Compared to control mice the Alzheimer’s Disease model mice displayed:
An altered pattern of gut flora consistent with dysbiosis
Increased levels of Candidatus Saccharibacteria phylum
An increased presence of Proteobacteria
A lower percentage of Firmicutes
Beyond just changes in the microbial makeup in AD mice there were dramatic changes in the biochemicals produced by the microbiome. This is where the confluence of the sciences of the metabolome and the mcirobiome provide impressive insights as to how dysbiosis may affect health and wellness. For example in AD mice there was a clearly disturbed metabolomic profile (the biochemicals created by the microbiome when it metabolizes ingested nutrients)
A significant decrease in the amount of certain amino acids including threonine, serine, valine, isoleucine, phenyalanine and aspartic acid
A dysregulated production of desaminotyrosine (DAT) and dihydro-3-coumaric acid
These changes increased over time with the profile of the AD mice becoming more and more divergent. Short-chain fatty acids are a common metabolic product by gut bacteria but the profile of SCFAs produced by AD mice start becoming evident at weaning, with divergence increasing over time. Compared to controls, AD mice display a dramatic and significant decrease of both acetic and propionic acid.
What is clear is that the mice that destined to develop AD later in life have disturbances in the microbiome profile and the biochemicals (postbiotics) created by these bacteria when they metabolize dietary nutrients.
INFLAMMATION and the METABOLOME
In my own research on the metabolome, the profile of metabolites generated in health and disease, I noted that during inflammation there is an alteration in which substrates are used to generate energy. Cells move away from using glucose and switch to other substrates including branched-chained amino acids. Inflammation, as a result of the dysbiosis, may then create an altered metabolome with suppressed levels of valine, isoleucine and leucine.

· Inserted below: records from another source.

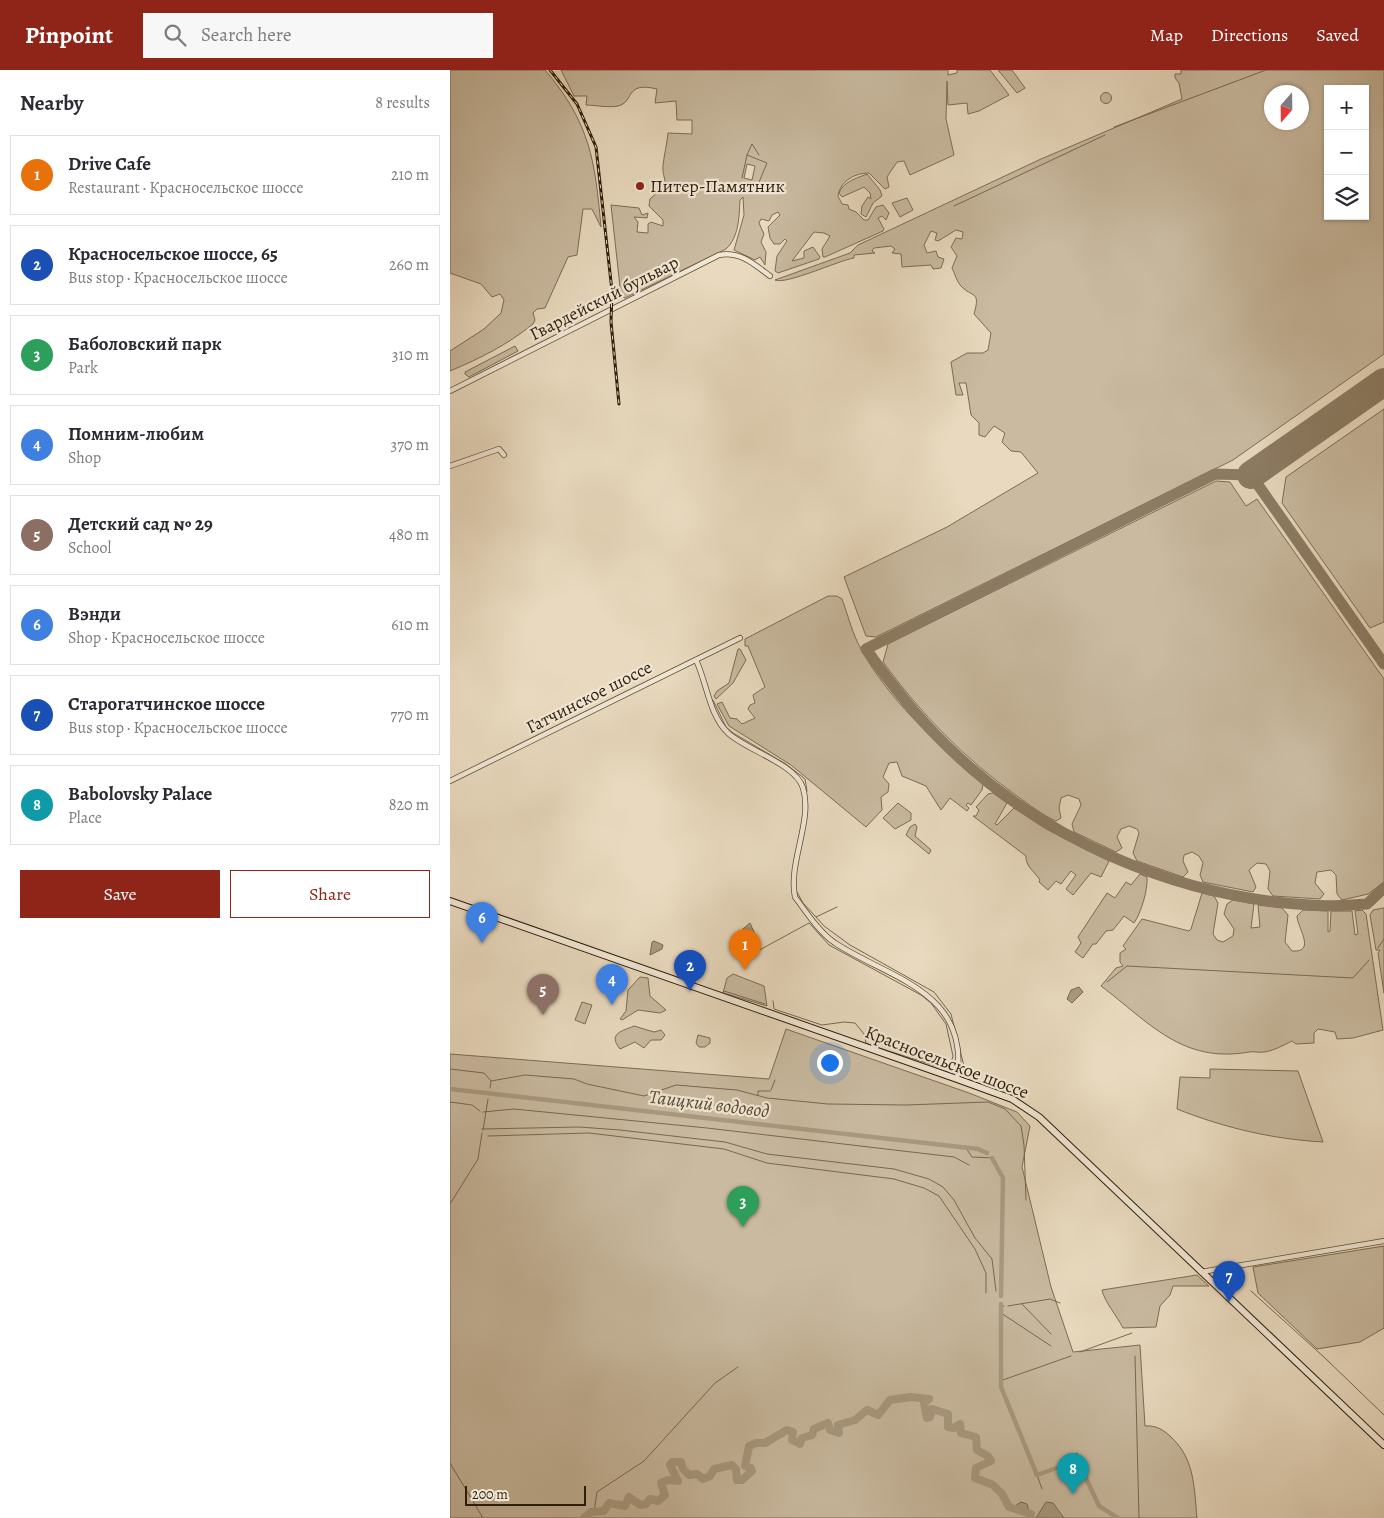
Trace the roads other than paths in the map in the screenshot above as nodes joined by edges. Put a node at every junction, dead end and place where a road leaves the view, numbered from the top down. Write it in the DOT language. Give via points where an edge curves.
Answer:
graph roads {
  1 [pos="770,276"];
  2 [pos="450,392"];
  3 [pos="504,455"];
  4 [pos="450,466"];
  5 [pos="740,638"];
  6 [pos="696,660"];
  7 [pos="450,781"];
  8 [pos="450,902"];
  9 [pos="956,1078"];
  10 [pos="1384,1241"];
  11 [pos="1201,1272"];
  12 [pos="1384,1445"];
  1 -- 2 [label="street, Гвардейский бульвар" via="739,255 719,255"];
  3 -- 4 [label="street" via="499,449"];
  5 -- 6 [label="street, Гатчинское шоссе"];
  6 -- 7 [label="street, Гатчинское шоссе"];
  6 -- 9 [label="street" via="723,728 790,771 802,785 805,808 796,861 795,897 834,942 933,999 948,1019 958,1062"];
  8 -- 9 [label="main road, Красносельское шоссе"];
  9 -- 11 [label="main road, Красносельское шоссе" via="1012,1099 1030,1110"];
  10 -- 11 [label="street"];
  11 -- 12 [label="main road, Красносельское шоссе"];
}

Supporting this link is the abundance of research that has shown that gut dysbiosis has been observed in human diseases characterized by gut inflammation such as Celiac Disease, Cystic Fibrosis, Obesity, IBD, diabetes, colon cancer, and more (Microbiome & Gut Dysbiosis , Immunity & Gut Microbiota).
While encouraging we are still determining if these events reflect whether they cause disease or are mere consequences of disease. Nevertheless, interventions aimed at rebalancing gut microbiota by using prebiotics, probiotics, nutraceuticals or fecal transplants seems to have a positive impact on some disease onset/progression, at least in animal models (Targeting the Microbiome for Managing ALS , Alzheimer's, Inflammation and the Microbiome )
The detailed metabolomic study by Favero et al (Metabolomic & Microbiomic Changes in Exptl Alzheimer's ) revealed substantial changes in phloretic and 3-3-hydroxyphenylpropanoic acids, also called desaminotyrosine (DAT) and dihydro-3-coumaric acid, which are well-known metabolites produced by microbiota enteric bacteria and linked to immunity and inflammation (Immunity & Metabolism , Microbiome Generated Desaminotyrosine & ALzheimer's , Desaminotyrosine Protects against Influenza).
It is therefore quite possible that the deranged portfolio of biochemicals that results from a dysbiosis may have far ranging systemic impacts on health and wellness, and may be important drivers of the onset of dementia.
CONCLUSION
It appears that early the gut microbiome undergoes progressive changes before the onset of cognitive decline. In concert, there are substantial alterations in the metabolome i.e., biochemicals associated with these microbes. These alterations in both the microbiome and the metabolome may well help drive the pathology leading to dementia, specifically Alzheimer’s Disease.
Understanding this sequence of events allows one to project potential solutions and interventions, especially when applied early on to maintain health and wellness.